SOURCE S&P Global Commodity Insights
Business
Potential For Abuse Embedded In Bill C-5

From the National Citizens Coalition
By Peter Coleman
“The Liberal government’s latest economic bill could cut red tape — or entrench central planning and ideological pet projects.”
On the final day of Parliament’s session before its September return, and with Conservative support, the Liberal government rushed through Bill C-5, ambitiously titled “One Canadian Economy: An Act to enact the Free Trade and Labour Mobility in Canada Act and the Building Canada Act.”
Beneath the lofty rhetoric, the bill aims to dismantle interprovincial trade barriers, enhance labour mobility, and streamline infrastructure projects. In principle, these are worthy goals. In a functional economy, free trade between provinces and the ability of workers to move without bureaucratic roadblocks would be standard practice. Yet, in Canada, decades of entrenched Liberal and Liberal-lite interests, along with red tape, have made such basics a pipe dream.
If Bill C-5 is indeed wielded for good, and delivers by cutting through this morass, it could unlock vast, wasted economic potential. For instance, enabling pipelines to bypass endless environmental challenges and the usual hand-out seeking gatekeepers — who often demand their cut to greenlight projects — would be a win. But here’s where optimism wanes, this bill does nothing to fix the deeper rot of Canada’s Laurentian economy: a failing system propped up by central and upper Canadian elitism and cronyism. Rather than addressing these structural flaws of non-competitiveness, Bill C-5 risks becoming a tool for the Liberal government to pick more winners and losers, funneling benefits to pet progressive projects while sidelining the needs of most Canadians, and in particular Canada’s ever-expanding missing middle-class.

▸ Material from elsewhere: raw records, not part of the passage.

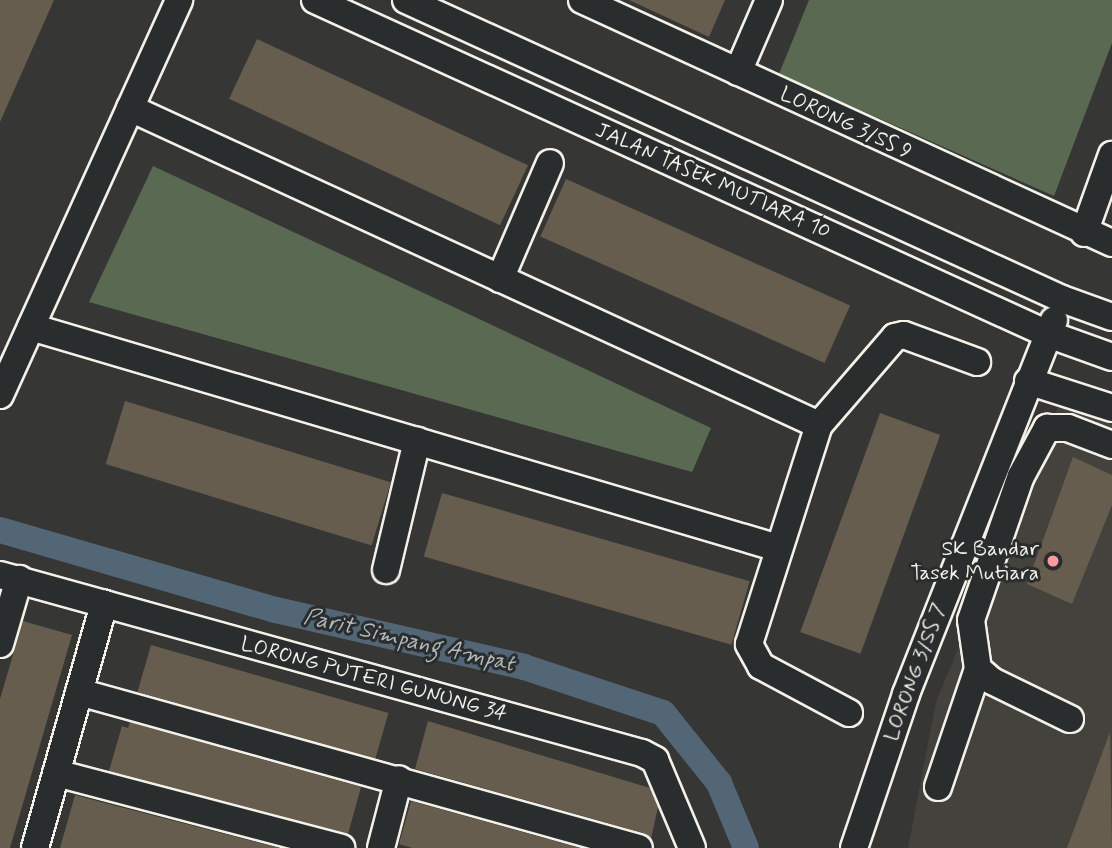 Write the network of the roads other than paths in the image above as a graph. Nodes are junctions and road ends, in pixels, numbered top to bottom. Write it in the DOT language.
graph roads {
  1 [pos="315,0"];
  2 [pos="406,0"];
  3 [pos="582,0"];
  4 [pos="769,0"];
  5 [pos="179,1"];
  6 [pos="738,72"];
  7 [pos="130,108"];
  8 [pos="1112,155"];
  9 [pos="550,163"];
  10 [pos="1084,233"];
  11 [pos="1112,243"];
  12 [pos="500,279"];
  13 [pos="1062,299"];
  14 [pos="1112,317"];
  15 [pos="31,327"];
  16 [pos="1048,334"];
  17 [pos="1112,357"];
  18 [pos="977,362"];
  19 [pos="1028,381"];
  20 [pos="0,396"];
  21 [pos="1112,408"];
  22 [pos="819,425"];
  23 [pos="417,441"];
  24 [pos="1112,445"];
  25 [pos="778,548"];
  26 [pos="386,570"];
  27 [pos="9,577"];
  28 [pos="104,604"];
  29 [pos="0,644"];
  30 [pos="978,669"];
  31 [pos="79,692"];
  32 [pos="849,713"];
  33 [pos="1070,719"];
  34 [pos="56,773"];
  35 [pos="399,779"];
  36 [pos="938,788"];
  37 [pos="35,848"];
  38 [pos="341,848"];
  39 [pos="381,848"];
  40 [pos="639,848"];
  41 [pos="692,848"];
  42 [pos="854,848"];
  1 -- 16 [label="street, JALAN TASEK MUTIARA 10"];
  2 -- 13 [label="street, JALAN TASEK MUTIARA 10"];
  3 -- 6 [label="street, LORONG 3/SS 9"];
  4 -- 6 [label="street"];
  5 -- 7 [label="street"];
  6 -- 10 [label="street, LORONG 3/SS 9"];
  7 -- 12 [label="street"];
  7 -- 15 [label="street"];
  8 -- 10 [label="street"];
  9 -- 12 [label="street"];
  10 -- 11 [label="street, LORONG 3/SS 9"];
  12 -- 22 [label="street"];
  13 -- 14 [label="street, JALAN TASEK MUTIARA 10"];
  13 -- 16 [label="street, LORONG 3/SS 7"];
  15 -- 20 [label="street"];
  15 -- 23 [label="street"];
  16 -- 17 [label="street, JALAN TASEK MUTIARA 10"];
  16 -- 19 [label="street, LORONG 3/SS 7"];
  18 -- 22 [label="street"];
  19 -- 21 [label="street"];
  19 -- 42 [label="street, LORONG 3/SS 7"];
  22 -- 25 [label="street"];
  23 -- 25 [label="street"];
  23 -- 26 [label="street"];
  24 -- 30 [label="street"];
  25 -- 32 [label="street"];
  27 -- 28 [label="street, LORONG PUTERI GUNUNG 34"];
  27 -- 29 [label="street"];
  28 -- 31 [label="street"];
  28 -- 41 [label="street, LORONG PUTERI GUNUNG 34"];
  30 -- 33 [label="street"];
  30 -- 36 [label="street"];
  31 -- 34 [label="street"];
  31 -- 35 [label="street"];
  34 -- 37 [label="street"];
  34 -- 38 [label="street"];
  35 -- 39 [label="street"];
  35 -- 40 [label="street"];
}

Worse, the bill’s broad powers raise alarms about government overreach. Coming from a Liberal government that recently fear-mongered an “elbows up” emergency to conveniently secure an electoral advantage, this is no small concern. The lingering influence of eco-radicals like former Environment Minister Steven Guilbeault, still at the cabinet table, only heightens suspicion. Guilbeault and his allies, who cling to fantasies like eliminating gas-powered cars in a decade, could steer Bill C-5’s powers toward ideological crusades rather than pragmatic economic gains. The potential for emergency powers embedded in this legislation to be misused is chilling, especially from a government with a track record of exploiting crises for political gain – as they also did during Covid.
For Bill C-5 to succeed, it requires more than good intentions. It demands a seismic shift in mindset, and a government willing to grow a spine, confront far-left, de-growth special-interest groups, and prioritize Canada’s resource-driven economy and its future over progressive pipe dreams. The Liberals’ history under former Prime Minister Justin Trudeau, marked by economic mismanagement and job-killing policies, offers little reassurance. The National Citizens Coalition views this bill with caution, and encourages the public to remain vigilant. Any hint of overreach, of again kowtowing to hand-out obsessed interests, or abuse of these emergency-like powers must be met with fierce scrutiny.
Canadians deserve a government that delivers results, not one that manipulates crises or picks favourites. Bill C-5 could be a step toward a freer, stronger economy, but only if it’s wielded with accountability and restraint, something the Liberals have failed at time and time again. We’ll be watching closely. The time for empty promises is over; concrete action is what Canadians demand.
Let’s hope the Liberals don’t squander this chance. And let’s hope that we’re wrong about the potential for disaster.
Peter Coleman is the President of the National Citizens Coalition, Canada’s longest-serving conservative non-profit advocacy group.